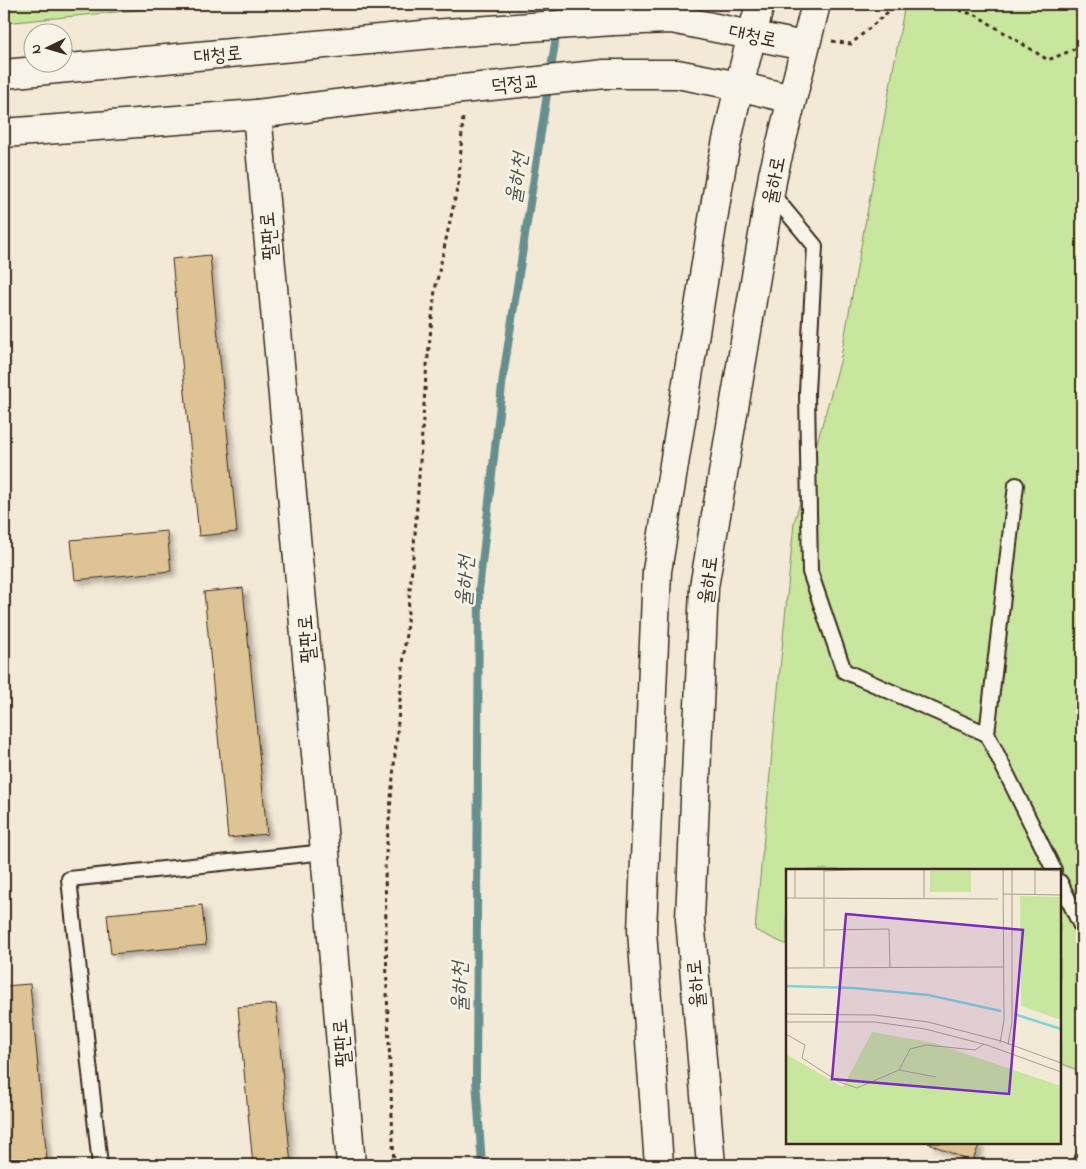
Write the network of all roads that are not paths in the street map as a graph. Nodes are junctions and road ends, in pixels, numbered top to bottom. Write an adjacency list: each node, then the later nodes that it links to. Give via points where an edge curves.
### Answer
1 (760, 4): 3 (main road)
2 (816, 4): 4 (main road, 율하로)
3 (752, 34): 4 (main road, 대청로); 5 (main road, 대청로, bridge, via 672,19 613,21 433,34); 6 (main road)
4 (806, 42): 7 (main road, 율하로)
5 (4, 74)
6 (739, 86): 7 (main road); 8 (main road, 덕정교, bridge, via 677,74 605,74 424,92); 20 (main road, via 722,163 657,571 642,931)
7 (791, 99): 10 (main road, 율하로)
8 (257, 114): 9 (main road); 13 (main road, 팔판로)
9 (4, 133)
10 (770, 192): 12 (lane, via 815,246 807,392 810,572 844,671); 21 (main road, 율하로, via 704,587 690,919)
11 (1016, 485): 12 (lane)
12 (986, 734): 14 (lane)
13 (325, 852): 18 (lane, via 69,879); 19 (main road, 팔판로)
14 (1054, 869)
15 (1061, 884): 16 (lane)
16 (1082, 928)
17 (1082, 1160): 22 (lane)
18 (100, 1165)
19 (351, 1165)
20 (659, 1165)
21 (712, 1165)
22 (1079, 1165)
________________
*Exercise description*
Each entry above should be copied exactly. The pictures should not.

*Answer space*
Write the network of all roads that are not paths in the street map as a graph. Nodes are junctions and road ends, in pixels, numbered top to bottom. Write an adjacency list: each node, then the later nodes that it links to. Give via points where an edge curves.
### Answer
1 (760, 4): 3 (main road)
2 (816, 4): 4 (main road, 율하로)
3 (752, 34): 4 (main road, 대청로); 5 (main road, 대청로, bridge, via 672,19 613,21 433,34); 6 (main road)
4 (806, 42): 7 (main road, 율하로)
5 (4, 74)
6 (739, 86): 7 (main road); 8 (main road, 덕정교, bridge, via 677,74 605,74 424,92); 20 (main road, via 722,163 657,571 642,931)
7 (791, 99): 10 (main road, 율하로)
8 (257, 114): 9 (main road); 13 (main road, 팔판로)
9 (4, 133)
10 (770, 192): 12 (lane, via 815,246 807,392 810,572 844,671); 21 (main road, 율하로, via 704,587 690,919)
11 (1016, 485): 12 (lane)
12 (986, 734): 14 (lane)
13 (325, 852): 18 (lane, via 69,879); 19 (main road, 팔판로)
14 (1054, 869)
15 (1061, 884): 16 (lane)
16 (1082, 928)
17 (1082, 1160): 22 (lane)
18 (100, 1165)
19 (351, 1165)
20 (659, 1165)
21 (712, 1165)
22 (1079, 1165)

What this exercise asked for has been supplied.